Although a number of experimental models have been developed for liver research, each has its own advantages and disadvantages. The present study attempted to develop a simple and effective 3‑dimensional mouse liver microsphere tissue culture (LMTC) model in vitro for the analysis of hepatic functions. Hepatic characteristics and potential applications of this model were compared with that of mouse model in vivo and mouse primary hepatocytes in vitro. Using freshly‑perfused mouse liver tissue passed through 80‑mesh sift strainer (sift80), it was demonstrated that under the optimal culture conditions, the sift80 microsphere tissue cultured in 2% bovine calf serum medium remained viable with marked proliferating cell nuclear antigen and anti‑Myc proto‑oncogene protein expression, exhibited normal hepatic functions including indocyanine green (ICG) uptake/release and periodic acid‑Schiff staining, and expressed hepatocyte‑specific genes for up to 2 weeks.

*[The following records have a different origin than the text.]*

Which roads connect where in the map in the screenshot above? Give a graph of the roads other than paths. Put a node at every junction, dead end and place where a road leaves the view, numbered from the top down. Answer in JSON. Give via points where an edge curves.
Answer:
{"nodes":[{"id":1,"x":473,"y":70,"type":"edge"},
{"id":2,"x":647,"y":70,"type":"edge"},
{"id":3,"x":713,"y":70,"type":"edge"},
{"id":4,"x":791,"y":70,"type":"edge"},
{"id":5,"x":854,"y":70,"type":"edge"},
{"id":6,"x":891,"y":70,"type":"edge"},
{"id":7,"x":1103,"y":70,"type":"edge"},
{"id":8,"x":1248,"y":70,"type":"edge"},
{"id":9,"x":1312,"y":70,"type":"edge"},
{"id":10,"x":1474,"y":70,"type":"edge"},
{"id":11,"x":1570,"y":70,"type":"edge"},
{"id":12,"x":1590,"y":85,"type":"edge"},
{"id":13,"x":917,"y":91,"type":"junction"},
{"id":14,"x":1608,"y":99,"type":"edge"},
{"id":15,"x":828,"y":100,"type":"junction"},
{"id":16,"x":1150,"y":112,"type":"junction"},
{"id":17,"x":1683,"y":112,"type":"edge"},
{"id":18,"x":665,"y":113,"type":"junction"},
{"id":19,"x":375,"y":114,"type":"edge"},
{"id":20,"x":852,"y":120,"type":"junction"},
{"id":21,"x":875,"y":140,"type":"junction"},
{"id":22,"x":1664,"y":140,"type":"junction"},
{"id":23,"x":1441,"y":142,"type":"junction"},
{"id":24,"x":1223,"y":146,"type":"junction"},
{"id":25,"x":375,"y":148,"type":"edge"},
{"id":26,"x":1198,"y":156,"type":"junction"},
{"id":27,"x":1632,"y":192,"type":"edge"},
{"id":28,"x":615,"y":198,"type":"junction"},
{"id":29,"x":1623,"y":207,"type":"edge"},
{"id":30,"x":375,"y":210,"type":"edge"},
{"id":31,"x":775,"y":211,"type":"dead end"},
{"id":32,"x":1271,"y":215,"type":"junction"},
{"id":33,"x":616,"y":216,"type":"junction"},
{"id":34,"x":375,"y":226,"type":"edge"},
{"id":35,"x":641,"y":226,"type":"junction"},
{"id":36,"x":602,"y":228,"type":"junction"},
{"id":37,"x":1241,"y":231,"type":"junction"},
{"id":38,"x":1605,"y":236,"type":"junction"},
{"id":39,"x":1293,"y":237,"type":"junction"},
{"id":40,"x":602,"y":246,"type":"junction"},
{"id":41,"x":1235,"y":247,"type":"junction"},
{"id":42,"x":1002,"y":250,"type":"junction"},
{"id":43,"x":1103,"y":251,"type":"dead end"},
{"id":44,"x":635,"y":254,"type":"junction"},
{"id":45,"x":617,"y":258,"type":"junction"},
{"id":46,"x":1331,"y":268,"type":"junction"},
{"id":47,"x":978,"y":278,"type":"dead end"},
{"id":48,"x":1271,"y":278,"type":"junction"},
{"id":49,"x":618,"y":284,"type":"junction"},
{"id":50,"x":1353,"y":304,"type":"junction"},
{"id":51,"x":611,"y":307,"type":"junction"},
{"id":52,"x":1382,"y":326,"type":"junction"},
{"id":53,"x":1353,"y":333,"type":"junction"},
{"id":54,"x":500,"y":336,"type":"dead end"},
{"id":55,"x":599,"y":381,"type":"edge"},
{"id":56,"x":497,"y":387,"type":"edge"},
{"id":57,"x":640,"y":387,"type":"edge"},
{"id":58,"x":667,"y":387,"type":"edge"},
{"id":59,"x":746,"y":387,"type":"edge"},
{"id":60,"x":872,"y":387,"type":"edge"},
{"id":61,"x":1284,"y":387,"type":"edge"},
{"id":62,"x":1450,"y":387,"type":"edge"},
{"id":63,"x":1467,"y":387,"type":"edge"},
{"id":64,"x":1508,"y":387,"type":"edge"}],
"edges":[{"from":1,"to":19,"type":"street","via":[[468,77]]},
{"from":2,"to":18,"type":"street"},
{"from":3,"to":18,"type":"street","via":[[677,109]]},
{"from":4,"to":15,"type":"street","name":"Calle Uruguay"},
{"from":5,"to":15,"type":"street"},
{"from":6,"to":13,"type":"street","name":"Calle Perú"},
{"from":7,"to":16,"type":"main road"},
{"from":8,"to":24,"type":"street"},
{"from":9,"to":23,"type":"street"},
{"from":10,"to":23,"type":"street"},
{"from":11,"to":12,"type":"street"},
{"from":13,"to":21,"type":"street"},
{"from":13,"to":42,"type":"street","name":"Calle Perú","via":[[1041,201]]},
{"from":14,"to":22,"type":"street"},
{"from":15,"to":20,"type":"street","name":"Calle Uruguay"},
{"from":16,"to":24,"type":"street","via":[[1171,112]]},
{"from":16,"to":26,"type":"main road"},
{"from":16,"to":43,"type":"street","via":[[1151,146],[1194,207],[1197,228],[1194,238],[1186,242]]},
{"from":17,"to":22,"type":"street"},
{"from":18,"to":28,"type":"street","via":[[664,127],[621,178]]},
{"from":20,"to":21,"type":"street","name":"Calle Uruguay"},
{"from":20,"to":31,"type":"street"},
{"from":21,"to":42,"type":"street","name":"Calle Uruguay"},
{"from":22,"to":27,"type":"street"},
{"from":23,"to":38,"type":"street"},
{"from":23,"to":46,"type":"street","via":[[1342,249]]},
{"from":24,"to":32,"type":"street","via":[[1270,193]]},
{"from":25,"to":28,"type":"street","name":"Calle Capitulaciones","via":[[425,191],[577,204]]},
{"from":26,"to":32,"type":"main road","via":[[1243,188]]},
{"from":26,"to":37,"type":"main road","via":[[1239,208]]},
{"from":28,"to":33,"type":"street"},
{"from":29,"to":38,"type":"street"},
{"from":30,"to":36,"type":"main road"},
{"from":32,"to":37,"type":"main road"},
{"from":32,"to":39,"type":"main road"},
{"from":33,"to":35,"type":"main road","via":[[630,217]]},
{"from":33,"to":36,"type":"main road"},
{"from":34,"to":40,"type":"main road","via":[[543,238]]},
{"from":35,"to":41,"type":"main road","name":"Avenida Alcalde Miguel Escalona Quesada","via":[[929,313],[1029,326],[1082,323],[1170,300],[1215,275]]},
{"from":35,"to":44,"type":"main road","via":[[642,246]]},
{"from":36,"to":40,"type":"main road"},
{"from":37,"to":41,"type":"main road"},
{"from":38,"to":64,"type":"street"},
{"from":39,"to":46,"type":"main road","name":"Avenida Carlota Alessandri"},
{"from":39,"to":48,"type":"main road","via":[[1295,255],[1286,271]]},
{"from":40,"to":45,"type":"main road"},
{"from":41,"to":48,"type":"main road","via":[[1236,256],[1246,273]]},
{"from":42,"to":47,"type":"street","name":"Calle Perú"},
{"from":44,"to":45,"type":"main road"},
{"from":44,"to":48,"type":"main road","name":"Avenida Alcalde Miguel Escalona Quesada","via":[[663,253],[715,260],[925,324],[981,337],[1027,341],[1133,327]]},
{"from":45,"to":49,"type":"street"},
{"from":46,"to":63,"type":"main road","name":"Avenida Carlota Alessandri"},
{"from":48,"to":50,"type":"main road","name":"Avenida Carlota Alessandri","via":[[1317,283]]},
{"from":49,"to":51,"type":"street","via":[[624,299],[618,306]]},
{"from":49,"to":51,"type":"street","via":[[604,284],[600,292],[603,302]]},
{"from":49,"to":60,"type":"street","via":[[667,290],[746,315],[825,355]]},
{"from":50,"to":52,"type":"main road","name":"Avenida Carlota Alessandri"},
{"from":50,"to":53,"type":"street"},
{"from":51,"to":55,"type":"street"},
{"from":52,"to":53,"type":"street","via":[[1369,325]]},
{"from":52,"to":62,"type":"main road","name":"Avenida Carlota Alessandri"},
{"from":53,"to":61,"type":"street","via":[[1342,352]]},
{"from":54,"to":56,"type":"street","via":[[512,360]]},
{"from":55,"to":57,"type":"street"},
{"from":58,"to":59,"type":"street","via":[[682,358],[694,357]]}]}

The microsphere tissue was responsive to bone morphogenic protein 9 (BMP9) stimulation leading to upregulation of downstream targets of BMP9 signaling. Furthermore, 3 commonly‑used liver‑damaging drugs were indicated to effectively inhibit hepatic ICG uptake, and induce the expression of hepatotoxicity‑associated genes. Therefore, this simplified LMTC model may be a useful in vitro tissue culture model to investigate drug‑induced liver injury and metabolism, and hepatocyte‑based cell singling.